А Сергей заволновался:
— Как это, какие претензии? Она за кого замуж собиралась? За меня. Поговорить надо или нет с человеком, кого замуж хотела? Надо!
— Обязательно! — подтвердил Маховец, веселясь и балуясь: на самом деле он так не считал. Кто хочет, тот может, поступает по своему разумению и ни у кого спрашиваться не обязан.
— Ну вот! — обрадовался Сергей поддержке. — Если хотела за одного, а не дождалась и вышла за другого, получается предательство.
— А если она его полюбила? — спросила Елена.
— Как это — полюбила? — недоверчиво усмехнулся Сергей. — Я что, хуже, что ли? И мы же договорились, как вы не понимаете? Мы договорились же! Поэтому ты сначала объясни, — обратился он к воображаемой невесте, — а потом замуж выходи, если хочешь.
— Она разве по телефону не объяснила? — Елена продолжала не понимать.
— По телефону не разговор! — с досадой разъяснял ей Сергей. — Мы лично договаривалась, что мы поженимся, значит, должны лично договориться, если что не так. А то я там служу, а она там за меня все решила!
— Почему за тебя? — упорствовала Елена. — Она свою жизнь устраивала, за себя и решала. Полюбила другого, он ее — это их теперь дела, а не твои.
— Ну ни фига себе! — возмутился Сергей. — Он-то, Вовка этот Дерюгин, он же тоже знал, что я с ней! Все знали вообще!
— Так что было-то? — спросил Притулов, которому надоели теоретические споры.

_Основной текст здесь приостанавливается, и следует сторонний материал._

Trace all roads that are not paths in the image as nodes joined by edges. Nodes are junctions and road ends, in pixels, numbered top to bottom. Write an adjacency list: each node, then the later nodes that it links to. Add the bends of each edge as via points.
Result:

— Я же говорю: она говорит, что ждать не будет. Меня завело, само собой. Я хотел даже сбежать. Только сообразил, что все равно не успею, — пока до города доберусь, пока на поезд сяду, а как, если денег нет? Короче, не успеваю. Ладно. Я стал терпеть. Дослужил, пришел. Ну, и…
Сергей замолчал.
— И что? — ласковым голосом подбодрил Маховец. — Невесту прикончил? Жениха?

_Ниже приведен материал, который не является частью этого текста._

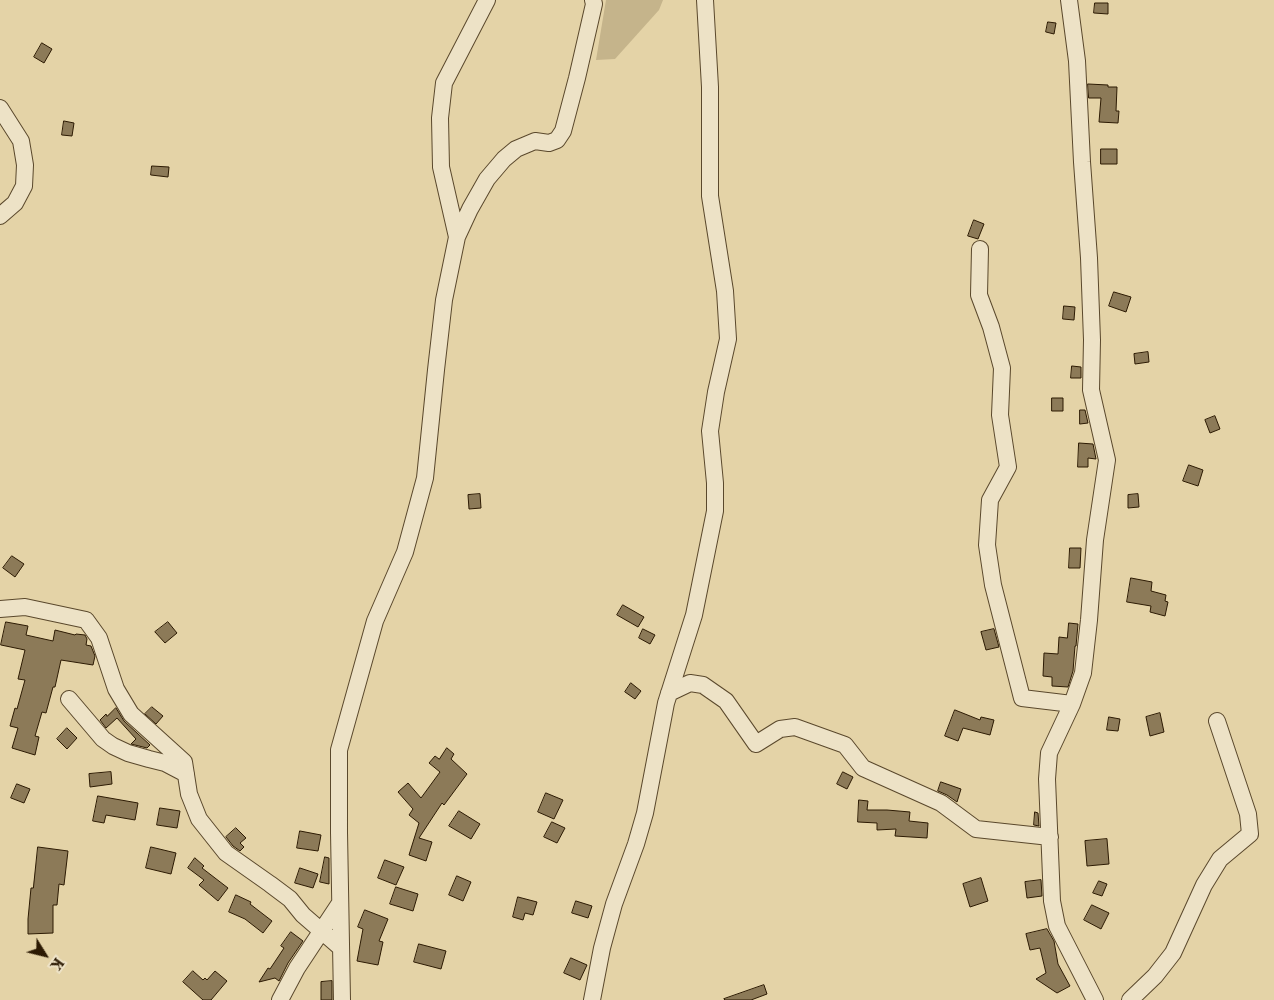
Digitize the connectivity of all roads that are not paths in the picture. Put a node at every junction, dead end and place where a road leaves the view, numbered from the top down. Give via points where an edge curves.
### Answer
1 (487, 0) edge
2 (593, 0) edge
3 (705, 0) edge
4 (1069, 0) edge
5 (0, 108) edge
6 (0, 216) edge
7 (457, 237) junction
8 (980, 249) dead end
9 (0, 609) edge
10 (669, 693) junction
11 (69, 698) dead end
12 (1072, 704) junction
13 (1217, 721) dead end
14 (186, 774) junction
15 (1050, 837) junction
16 (340, 903) junction
17 (322, 931) junction
18 (341, 948) junction
19 (280, 1000) edge
20 (342, 1000) edge
21 (592, 1000) edge
22 (1095, 1000) edge
23 (1130, 1000) edge

1 - 7 street via 444,83 440,118 441,167
2 - 7 street via 580,68 563,131 557,140 549,143 535,141 516,149 504,159 487,179
3 - 10 street via 710,87 710,196 725,291 728,339 710,431 715,511 694,615
4 - 12 street via 1077,61 1089,258 1091,390 1108,460 1095,540 1083,673
5 - 6 street via 21,141 26,165 24,186 15,203
7 - 16 street via 444,300 425,478 405,552 375,621 339,750
8 - 12 street via 979,295 1002,368 1000,415 1008,468 990,500 986,546 993,585 1022,698
9 - 14 street via 25,607 86,620 99,638 116,688 131,714 184,762
10 - 15 street via 690,683 704,685 726,702 756,744 780,729 794,727 845,745 863,768 941,803 976,829
10 - 21 street via 644,813 614,904
11 - 14 street via 103,739 113,746 165,763
12 - 15 street via 1049,753
13 - 23 street via 1248,814 1250,834 1220,859 1204,885 1173,954
14 - 17 street via 189,794 199,820 226,853 290,898 303,915
15 - 22 street via 1052,902 1057,926
16 - 17 street
16 - 18 street
17 - 18 street
17 - 19 street
18 - 20 street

— Нет, они в отъезде были. Я по другим пошел. Другие же знали, что я с Татьяной был, все знали. А если знали, получается предательство. Они не должны были на свадьбу ходить. А один вообще свидетелем был, хотя был мой друг. Какой это друг, если он у другого свидетелем был?
— И ты его убил? — догадался Димон.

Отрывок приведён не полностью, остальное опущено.